= Cadell & Davies =

Defunct British publisher

Cadell and Davies, also known as T. Cadell, jun. and W. Davies, was a publishing company established in London in 1793. The business was formed when bookseller and publisher Thomas Cadell the elder (1742–1802) bequeathed his business to his son Thomas Cadell the younger (1773–1836) and the elder Cadell's apprentice William Davies. Cadell & Davies shut down after Davies death in 1819. Cadell continued in business until his own death in 1836.

Cadell & Davies published the 4th to 8th editions of James Boswell's Life of Johnson.

==Work==

The firm published various portraits from engravings based on earlier drawings made from paintings.

A book by Edward Daniel Clarke was published with engravings by R. Watts of London. It documented travels in various countries of Europe, Asia, and Africa in 1813 and was a follow-up to an earlier book on Russia Tartary and Turkey published in 1810. The second book covered Greece, Egypt, and the Holy Land (1813).

Cadell and Davies published work by Philip James de Loutherbourg in 1816 that was created for Thomas Macklin's folio bible, the Macklin Bible. De Loutherbourg's work for the bible project included vignettes for which de Loutherbourg did apocrypha drawings. Cadell and Davies published the drawings in 1816 after Macklin and De Loutherberg had died.

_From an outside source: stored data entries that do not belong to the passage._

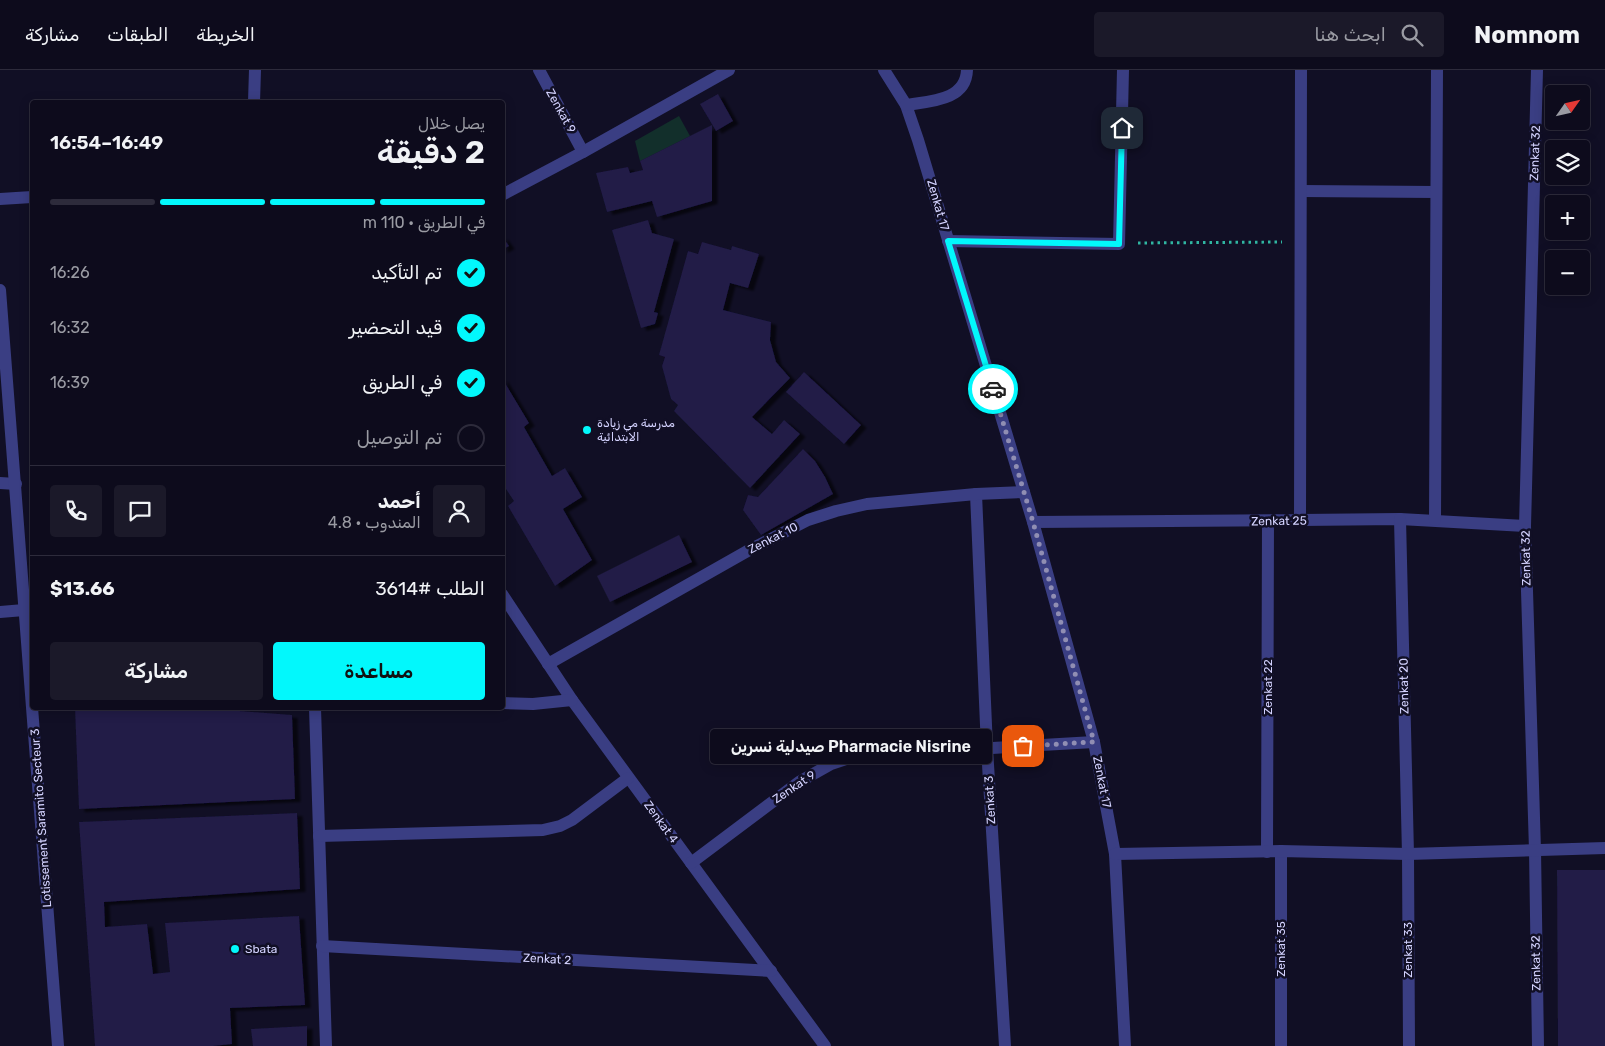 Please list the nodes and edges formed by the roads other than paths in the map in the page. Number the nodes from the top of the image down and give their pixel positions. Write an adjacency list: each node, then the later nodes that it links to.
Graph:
1 (255, 70): 10 (street)
2 (538, 70): 12 (street, Zenkat 9)
3 (729, 70): 12 (street)
4 (884, 70): 11 (street, Zenkat 17)
5 (967, 70): 11 (street)
6 (1123, 70): 18 (street)
7 (1301, 70): 13 (street)
8 (1437, 70): 14 (street)
9 (1537, 70): 30 (street, Zenkat 32)
10 (254, 100)
11 (906, 105): 18 (street, Zenkat 17)
12 (583, 152): 15 (street)
13 (1300, 191): 14 (street); 26 (street)
14 (1436, 192): 27 (street)
15 (505, 193)
16 (30, 197): 17 (street)
17 (0, 199)
18 (948, 241): 23 (street, Zenkat 17)
19 (0, 290): 20 (street, Lotissement Saramito Secteur 3)
20 (1, 325): 22 (street, Lotissement Saramito Secteur 3)
21 (0, 483): 22 (street)
22 (16, 484): 32 (street, Lotissement Saramito Secteur 3)
23 (1024, 492): 24 (street, Zenkat 10); 29 (street, Zenkat 17)
24 (976, 494): 35 (street, Zenkat 10); 41 (street, Zenkat 3)
25 (1400, 519): 26 (street, Zenkat 25); 27 (street, Zenkat 25); 49 (street, Zenkat 20)
26 (1300, 520): 28 (street, Zenkat 25)
27 (1435, 520): 30 (street, Zenkat 25)
28 (1268, 521): 29 (street, Zenkat 25); 47 (street, Zenkat 22)
29 (1033, 522): 40 (street, Zenkat 17)
30 (1525, 526): 45 (street, Zenkat 32)
31 (505, 599): 35 (street, Zenkat 4)
32 (24, 610): 33 (street); 34 (street, Lotissement Saramito Secteur 3)
33 (0, 612)
34 (30, 661)
35 (548, 664): 36 (street, Zenkat 4)
36 (572, 700): 37 (street); 42 (street, Zenkat 4)
37 (505, 703)
38 (34, 710): 53 (street, Lotissement Saramito Secteur 3)
39 (315, 710): 43 (street)
40 (1094, 742): 41 (street, Zenkat 9); 48 (street, Zenkat 17)
41 (987, 748): 50 (street, Zenkat 9); 56 (street, Zenkat 3)
42 (628, 778): 43 (street); 50 (street, Zenkat 4)
43 (319, 836): 51 (street)
44 (1605, 848): 45 (street)
45 (1535, 850): 49 (street); 60 (street, Zenkat 32)
46 (1281, 851): 47 (street); 49 (street); 58 (street, Zenkat 35)
47 (1267, 852): 48 (street)
48 (1115, 854): 57 (street, Zenkat 17)
49 (1408, 854): 59 (street, Zenkat 33)
50 (691, 863): 52 (street, Zenkat 4)
51 (322, 946): 52 (street, Zenkat 2); 54 (street)
52 (771, 971): 55 (street, Zenkat 4)
53 (58, 1046)
54 (326, 1046)
55 (825, 1046)
56 (1005, 1046)
57 (1125, 1046)
58 (1281, 1046)
59 (1409, 1046)
60 (1538, 1046)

The firm also published Britannia Depicta, a series of 130 views of "the most interesting and picturesque objects in Bedfordshire, Berkshire, Buckinghamshire, Cambridgeshire, Cheshire, Cornwall, Cumberland, & Derbyshire". It included the work of many engravers who worked from artist's drawings. Descriptions in the book were written by Samuel Lysons. The book included Joseph Farington's work, such as General View from Matlock High Tor, in Part VI, Derbyshire published May 15, 1817. Britannia Depicta

==Archive==
The Cadell and Davies papers are held the Cadbury Research Library, University of Birmingham. Yale University also has a collection of the firm's papers and correspondence.